Het slaperige stadje Bethel, in de staat New York, werd in de
zomer van 1969 drie dagen lang gepromoveerd tot het centrum van de
hippiebeweging. Het Woodstockfestival, georganiseerd onder de
slagzin “3 days of peace and music” wordt nu, veertig jaar
later, nog altijd gezien als de laatste grote triomf van een jonge,
idealistische wereldvisie. Daarna, eens de jaren zeventig
aanbraken, ging het bergaf: ze mochten protestliederen zingen
zoveel ze wilden, maar de Viëtnamoorlog bleef maar duren. Het
druggebruik begon z’n tol te eisen en wat nog belangrijker was,
veel van die hippies begonnen ook kinderen te krijgen, wat nogal
vaak de neiging heeft om een domper op de feestvreugde van vrije
liefde te zetten. Tegen de tijd dat de seventies
halverwege waren, waren de hippies een met uitsterven bedreigd ras.
Toen de eighties aanbraken, bestonden ze niet meer. Het
Woodstockfestival, vereeuwigd in Michael Wadleighs schitterende
documentaire, bleef echter overeind staan als een symbool van het
onschuldige, naïeve geloof dat muziek en liefde de wereld kunnen
veranderen. De documentaire ‘Woodstock’ is eigenlijk het enige dat
een mens hoeft te zien om een goed idee te krijgen van hoe het was
om daar rond te lopen, maar voor wie de 40ste verjaardag
van het evenement niet onopgemerkt voorbij wilt zien gaan, maakte
Ang Lee ‘Taking Woodstock’, een sympathieke, luchtige komedie die
“making-of” van het festival uit de doeken doet.

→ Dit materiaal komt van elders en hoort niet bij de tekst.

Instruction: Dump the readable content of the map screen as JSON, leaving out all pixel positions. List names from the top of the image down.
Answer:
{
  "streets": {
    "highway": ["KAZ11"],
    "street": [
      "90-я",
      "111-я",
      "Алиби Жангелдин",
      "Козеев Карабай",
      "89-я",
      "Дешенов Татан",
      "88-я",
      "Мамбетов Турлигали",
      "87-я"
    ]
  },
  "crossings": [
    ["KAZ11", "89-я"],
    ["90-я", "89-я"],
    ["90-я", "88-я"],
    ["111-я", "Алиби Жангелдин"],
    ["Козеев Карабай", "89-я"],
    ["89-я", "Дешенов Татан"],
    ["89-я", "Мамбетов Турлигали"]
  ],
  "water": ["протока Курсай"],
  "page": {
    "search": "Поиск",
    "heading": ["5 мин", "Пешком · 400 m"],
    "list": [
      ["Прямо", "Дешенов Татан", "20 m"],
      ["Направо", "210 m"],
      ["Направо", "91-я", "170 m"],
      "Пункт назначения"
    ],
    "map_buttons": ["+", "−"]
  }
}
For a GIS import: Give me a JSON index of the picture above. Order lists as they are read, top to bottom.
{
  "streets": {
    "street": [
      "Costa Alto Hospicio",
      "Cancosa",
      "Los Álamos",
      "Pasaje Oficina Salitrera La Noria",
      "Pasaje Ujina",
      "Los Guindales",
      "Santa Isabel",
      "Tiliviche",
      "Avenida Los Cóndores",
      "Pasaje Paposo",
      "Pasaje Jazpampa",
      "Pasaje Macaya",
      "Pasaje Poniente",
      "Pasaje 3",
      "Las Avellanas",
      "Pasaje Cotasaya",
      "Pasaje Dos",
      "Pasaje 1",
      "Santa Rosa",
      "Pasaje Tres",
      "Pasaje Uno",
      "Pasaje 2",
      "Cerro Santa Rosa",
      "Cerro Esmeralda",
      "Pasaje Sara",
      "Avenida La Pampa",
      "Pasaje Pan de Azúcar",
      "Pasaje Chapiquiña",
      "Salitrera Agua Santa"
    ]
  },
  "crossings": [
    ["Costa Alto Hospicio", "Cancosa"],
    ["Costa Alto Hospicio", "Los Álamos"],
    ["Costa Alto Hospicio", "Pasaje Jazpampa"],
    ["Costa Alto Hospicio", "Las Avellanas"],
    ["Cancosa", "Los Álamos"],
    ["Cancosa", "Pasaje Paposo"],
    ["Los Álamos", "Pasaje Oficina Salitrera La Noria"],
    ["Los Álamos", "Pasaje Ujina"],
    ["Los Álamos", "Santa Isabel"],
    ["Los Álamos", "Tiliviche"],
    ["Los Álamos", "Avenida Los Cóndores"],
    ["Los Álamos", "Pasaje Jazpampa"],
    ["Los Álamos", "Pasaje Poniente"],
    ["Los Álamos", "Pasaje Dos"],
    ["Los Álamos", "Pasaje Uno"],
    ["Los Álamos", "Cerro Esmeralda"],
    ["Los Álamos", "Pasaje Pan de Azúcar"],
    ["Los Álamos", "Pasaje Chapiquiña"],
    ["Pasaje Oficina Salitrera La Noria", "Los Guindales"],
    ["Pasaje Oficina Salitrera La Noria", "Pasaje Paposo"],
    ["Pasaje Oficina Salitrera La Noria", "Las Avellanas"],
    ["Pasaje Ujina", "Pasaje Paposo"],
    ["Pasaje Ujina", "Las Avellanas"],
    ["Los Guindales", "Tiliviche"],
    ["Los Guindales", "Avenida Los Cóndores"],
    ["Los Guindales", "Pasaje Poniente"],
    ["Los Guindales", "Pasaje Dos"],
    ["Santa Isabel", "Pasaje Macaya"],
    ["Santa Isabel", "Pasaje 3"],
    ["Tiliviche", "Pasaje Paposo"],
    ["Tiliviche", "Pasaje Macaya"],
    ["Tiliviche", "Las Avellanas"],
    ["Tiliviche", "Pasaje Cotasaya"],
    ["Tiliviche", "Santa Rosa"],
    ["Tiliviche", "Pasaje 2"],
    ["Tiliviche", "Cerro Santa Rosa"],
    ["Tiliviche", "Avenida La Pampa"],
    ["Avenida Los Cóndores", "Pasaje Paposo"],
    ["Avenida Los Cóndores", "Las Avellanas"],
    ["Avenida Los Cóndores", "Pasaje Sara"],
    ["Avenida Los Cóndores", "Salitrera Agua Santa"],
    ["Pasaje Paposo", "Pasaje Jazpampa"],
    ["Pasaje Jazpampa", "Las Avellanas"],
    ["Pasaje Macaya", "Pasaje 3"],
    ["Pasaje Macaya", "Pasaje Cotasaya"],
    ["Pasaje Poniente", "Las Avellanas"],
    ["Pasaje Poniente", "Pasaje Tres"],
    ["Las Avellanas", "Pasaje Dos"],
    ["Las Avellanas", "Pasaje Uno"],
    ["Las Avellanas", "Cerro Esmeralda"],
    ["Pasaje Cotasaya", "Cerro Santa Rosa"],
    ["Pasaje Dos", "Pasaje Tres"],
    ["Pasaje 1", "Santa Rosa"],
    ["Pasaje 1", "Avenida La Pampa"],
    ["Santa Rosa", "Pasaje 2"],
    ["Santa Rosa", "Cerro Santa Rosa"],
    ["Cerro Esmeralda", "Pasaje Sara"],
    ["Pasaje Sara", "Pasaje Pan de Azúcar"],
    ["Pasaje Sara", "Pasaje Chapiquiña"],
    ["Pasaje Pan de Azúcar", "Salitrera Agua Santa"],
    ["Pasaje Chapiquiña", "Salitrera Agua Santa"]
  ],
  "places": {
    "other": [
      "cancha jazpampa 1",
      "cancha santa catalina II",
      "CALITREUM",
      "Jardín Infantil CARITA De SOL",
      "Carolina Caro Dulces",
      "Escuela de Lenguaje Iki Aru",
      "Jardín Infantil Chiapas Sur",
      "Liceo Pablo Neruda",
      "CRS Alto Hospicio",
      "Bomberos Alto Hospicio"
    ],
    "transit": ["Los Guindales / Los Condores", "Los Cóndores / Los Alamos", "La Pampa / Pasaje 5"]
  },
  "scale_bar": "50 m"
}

Demetri Martin speelt Elliot Tiber, een jonge kunstenaar die
zijn naam probeert te maken in New York, maar terug naar huis keert
in Bethel om zijn ouders te helpen – die hebben namelijk een luizig
motelletje dat op het rand van het faillissement staat. Elliot
organiseert jaarlijks een “muziekfestival” in Bethel, wat er
meestal op neerkomt dat hij op een veld een paar plaatjes draait
voor de ouderen van dagen. Wanneer hij in de krant leest dat een
groot hippiefestival zonder locatie is gevallen, ziet hij zijn kans
om het toerisme naar Bethel eindelijk een serieuze boost
te geven. Hij spreekt af met de organisatoren en brengt hen in
contact met Max Yasgur (Eugene Levy), een lokale melkboer met een
enorm grasveld. Woodstock is geboren.
In feite is dat niet zo’n gek dramatisch verhaal. De
conservatieve goegemeente van Bethel is niet bepaald happig op het
idee dat zo’n 500.000 hippies hun dorp zullen binnenvallen (“Ze
gaan ons helemaal leegroven en ons vee verkrachten!”), maar hun
protest wordt nooit erger dan een bekladde muur. Zelfs een
politieagent die bekent dat hij “hoopte een paar hippies de schedel
te kunnen inrammen” rijdt na een tijdje op zijn motor rond met een
bloem aan zijn helm. Ang Lee gaat dan ook niet op zoek naar grote
dramatische confrontaties en stelt zich tevreden met een milde
schets van de tijdsgeest. Hij maakt zich vrolijk over een
flower power avant garde-toneelkring die er een gewoonte
van maakt zichzelf zo snel mogelijk uit te kleden zodra ze op het
toneel staan en hun publiek uit te schelden voor republican
assholes en fascist pigs – zo ging dat blijkbaar in
die tijd. Hij voert een koppel op dat gemoedelijk op LSD ligt te
trippen in hun Volkswagen-busje en (of u het gelooft of niet) zelfs
Liev Schreiber als een potige drag queen die vroeger nog
in de marine zat en nu de veiligheid van het festival regelt. Meer
dan een echte plot op poten te willen zetten, wilt Lee blijkbaar
gewoon een idee geven van de denkwijzen van toen, toen je vrijheid
nog in een sigarettenvloeitje kon draaien en oproken.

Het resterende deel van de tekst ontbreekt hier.